## Activity
Search the entries for the word "highway" and report each line that has it.

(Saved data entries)
# # # # # # #
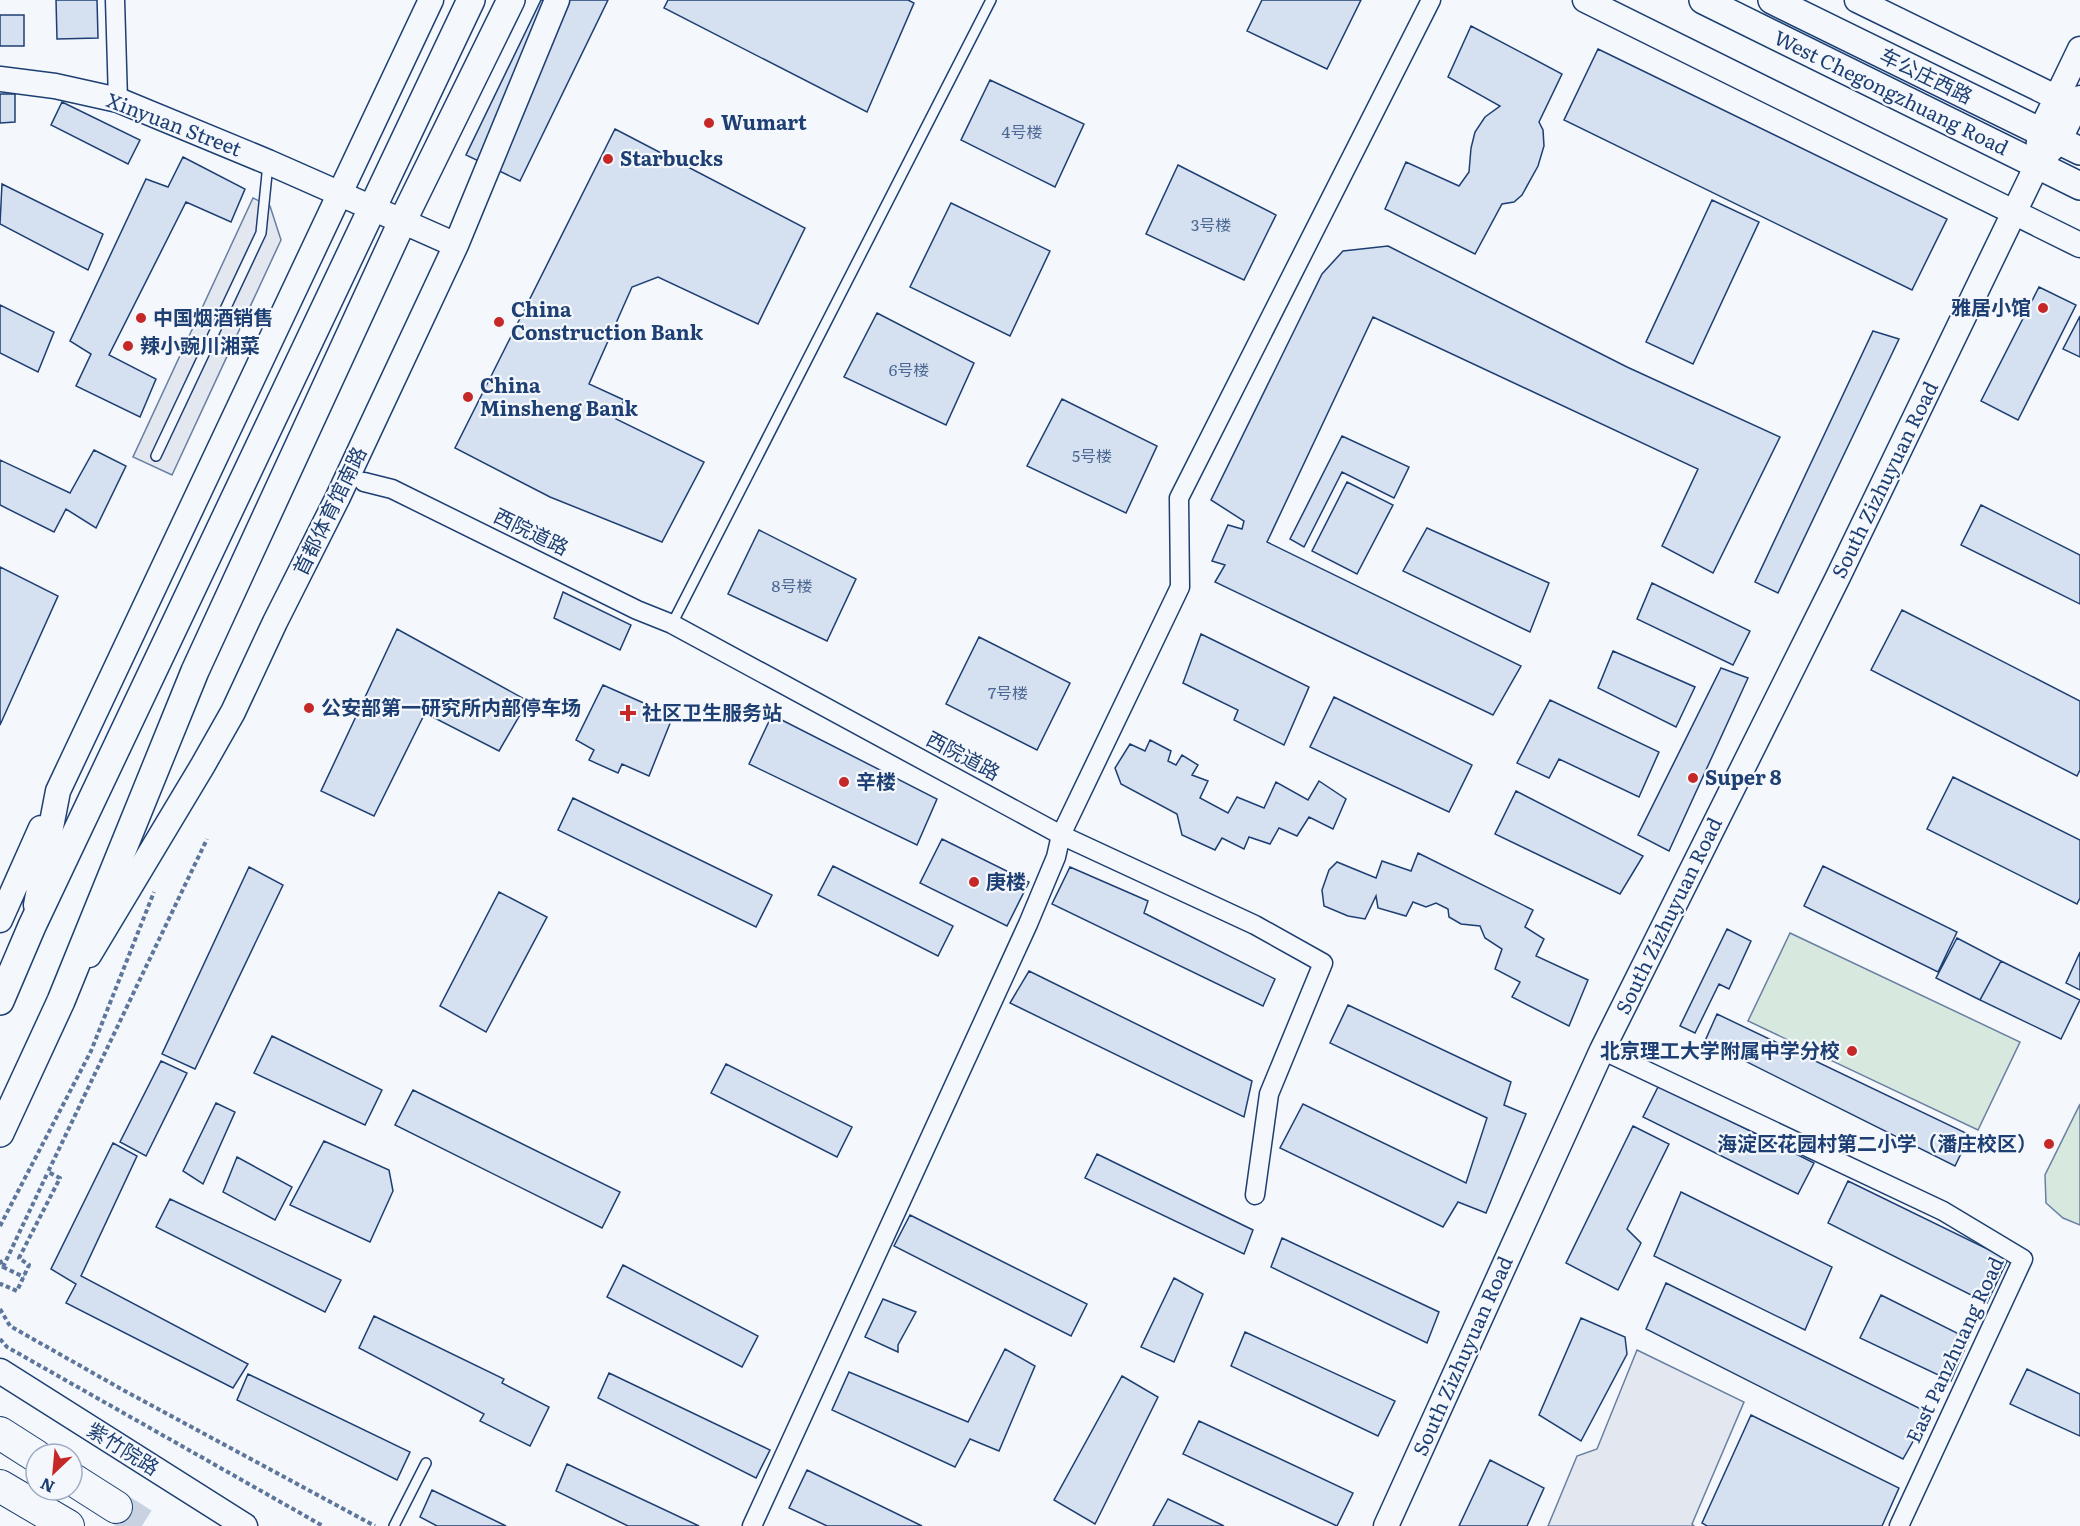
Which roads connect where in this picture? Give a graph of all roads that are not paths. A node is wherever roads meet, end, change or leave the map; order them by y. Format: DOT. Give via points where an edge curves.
graph roads {
  1 [pos="115,0"];
  2 [pos="431,0"];
  3 [pos="471,0"];
  4 [pos="511,0"];
  5 [pos="557,0"];
  6 [pos="991,0"];
  7 [pos="1431,0"];
  8 [pos="1585,0"];
  9 [pos="1702,0"];
  10 [pos="1772,0"];
  11 [pos="1857,0"];
  12 [pos="2080,49"];
  13 [pos="0,79"];
  14 [pos="118,100"];
  15 [pos="2073,103"];
  16 [pos="2060,141"];
  17 [pos="268,162"];
  18 [pos="2037,165"];
  19 [pos="2080,186"];
  20 [pos="341,194"];
  21 [pos="372,208"];
  22 [pos="2014,212"];
  23 [pos="402,222"];
  24 [pos="456,245"];
  25 [pos="2080,245"];
  26 [pos="156,456"];
  27 [pos="364,482"];
  28 [pos="672,624"];
  29 [pos="58,791"];
  30 [pos="1061,835"];
  31 [pos="0,920"];
  32 [pos="32,926"];
  33 [pos="0,1000"];
  34 [pos="61,1001"];
  35 [pos="1602,1050"];
  36 [pos="0,1133"];
  37 [pos="1255,1195"];
  38 [pos="0,1371"];
  39 [pos="0,1433"];
  40 [pos="24,1448"];
  41 [pos="426,1463"];
  42 [pos="0,1486"];
  43 [pos="84,1487"];
  44 [pos="116,1507"];
  45 [pos="68,1526"];
  46 [pos="245,1526"];
  47 [pos="394,1526"];
  48 [pos="752,1526"];
  49 [pos="1386,1526"];
  50 [pos="1899,1526"];
  1 -- 14 [label="street"];
  2 -- 20 [label="street"];
  3 -- 21 [label="main road"];
  4 -- 23 [label="main road, 首都体育馆南路"];
  5 -- 24 [label="street, 首都体育馆南路"];
  6 -- 28 [label="lane"];
  7 -- 30 [label="street" via="1179,498 1180,587"];
  8 -- 22 [label="street"];
  9 -- 18 [label="main road, West Chegongzhuang Road"];
  10 -- 16 [label="main road, 车公庄西路"];
  11 -- 15 [label="street"];
  12 -- 15 [label="street"];
  13 -- 14 [label="street, Xinyuan Street"];
  14 -- 17 [label="street, Xinyuan Street"];
  15 -- 16 [label="street, South Zizhuyuan Road"];
  16 -- 18 [label="street, South Zizhuyuan Road"];
  17 -- 20 [label="street, Xinyuan Street"];
  17 -- 26 [label="lane" via="261,233"];
  18 -- 19 [label="main road, West Chegongzhuang Road"];
  18 -- 22 [label="street, South Zizhuyuan Road"];
  20 -- 21 [label="street, Xinyuan Street"];
  20 -- 29 [label="street"];
  21 -- 23 [label="street, Xinyuan Street"];
  21 -- 32 [label="main road"];
  22 -- 25 [label="street"];
  22 -- 35 [label="street, South Zizhuyuan Road" via="1837,579"];
  23 -- 24 [label="street, Xinyuan Street"];
  23 -- 34 [label="main road, 首都体育馆南路" via="195,671"];
  24 -- 34 [label="street, 首都体育馆南路" via="232,712"];
  27 -- 28 [label="street, 西院道路" via="393,489"];
  28 -- 30 [label="street, 西院道路"];
  29 -- 31 [label="street"];
  29 -- 32 [label="street"];
  30 -- 37 [label="street, 西院道路" via="1255,925 1323,963 1269,1094"];
  30 -- 48 [label="street" via="1028,924"];
  32 -- 33 [label="main road"];
  34 -- 36 [label="main road, 首都体育馆南路"];
  35 -- 49 [label="street, South Zizhuyuan Road"];
  35 -- 50 [label="street, East Panzhuang Road" via="1943,1211 2023,1259"];
  38 -- 46 [label="street, 紫竹院路"];
  39 -- 40 [label="highway"];
  41 -- 47 [label="lane"];
  42 -- 45 [label="highway"];
  43 -- 44 [label="highway"];
}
# # # # # # #
## Finished exercise
  39 -- 40 [label="highway"];
  42 -- 45 [label="highway"];
  43 -- 44 [label="highway"];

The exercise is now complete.